И во всем Калязине было так. Что есть – есть. Чего нет – нет. Калязинцы народ негромкий и житейски трезвый. За всю коллективизацию всего-то один дом и сгорел по левой стороне, и тот был подожжен злодейской рукой купцова внука, балдой и холостяком, помнившим еще дореволюционные свои муки, принятые от учительницы, сапожниковской бабки. Его, может быть, и помиловали бы из уважения к роду Сапожниковых – скопом просили не губить его и тем не усугублять их древнюю педагогическую неудачу, но, как на грех, выяснились еще кое-какие дела, а дела эти были громкие и имели последствия. Что есть – есть, чего нет – нет. Но миражи, миражи…
– Значит, по-вашему, чуда не может быть? – спросил Сапожников. – Совсем не бывает? Совсем?
– Смотря, что считать чудом, – сказал Аграрий, – все рано или поздно объясняется.
– Все? – спросил Сапожников.
– Все.
– Все-все?
– Все-все, – сказал Аграрий.
– А как же…
– Что "а как же"? – спросил Аграрий.
Но тут залаяла собачка Мушка – и миражи пропали.

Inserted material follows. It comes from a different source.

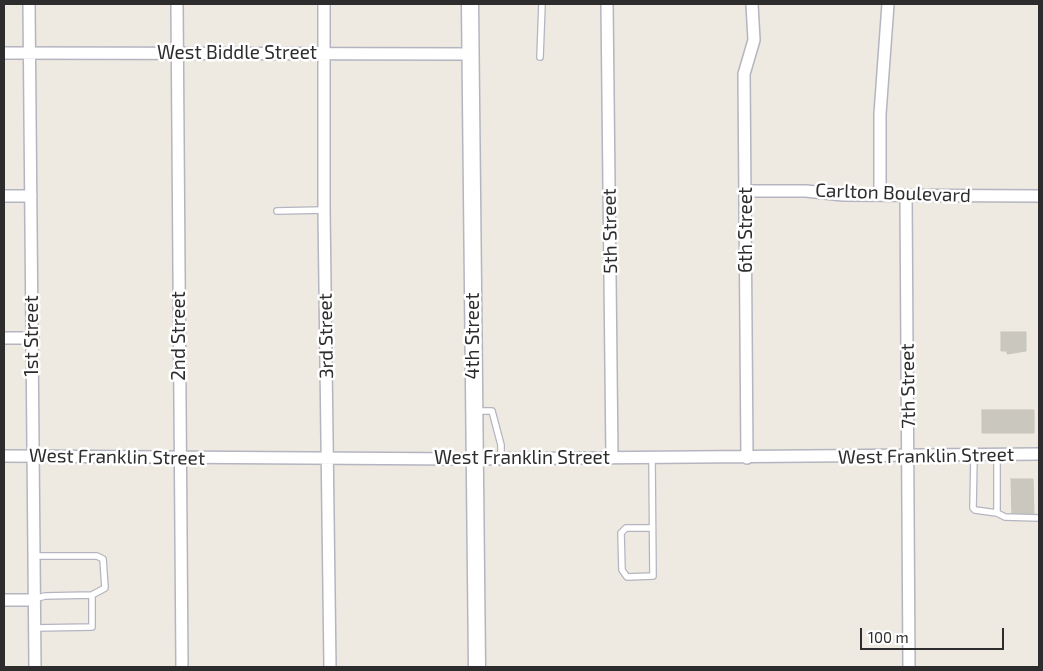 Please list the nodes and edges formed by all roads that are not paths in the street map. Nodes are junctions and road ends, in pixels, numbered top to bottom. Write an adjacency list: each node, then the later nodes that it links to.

Рассказывают, что композитор Глинка, великий композитор, к слову сказать, сидел на подоконнике и мечтал. В доме звенели вилками, готовясь к обеду, а за окном гремели экипажи. Но только вдруг звуки дома и улицы начали странно перемешиваться и соответствовать друг другу. И тогда композитор Глинка схватил перо и стал торопливо писать ноты. Потому что он был великий композитор и внутри себя услышал музыку.
И это есть открытие и тихий взрыв.
Потому что человек, который делает открытие, и вовсе не важно какое – большое или маленькое, звезду открыл или песню, травинку или соседа, пожаловавшего за табаком и солью, это все не важно, – открытие всегда приходит единственным путем: человек прислушивается к себе и слышит тихий взрыв.
Тихий взрыв может услышать каждый, но слышит в одиночку и, значит, один из всех. Потому что нет двух одинаковых, а есть равные. И, значит, каждому свое, и что свое, то для всех, а что только для всех, то не нужно никому, потому что дешевка, сердечный холод, второй сорт.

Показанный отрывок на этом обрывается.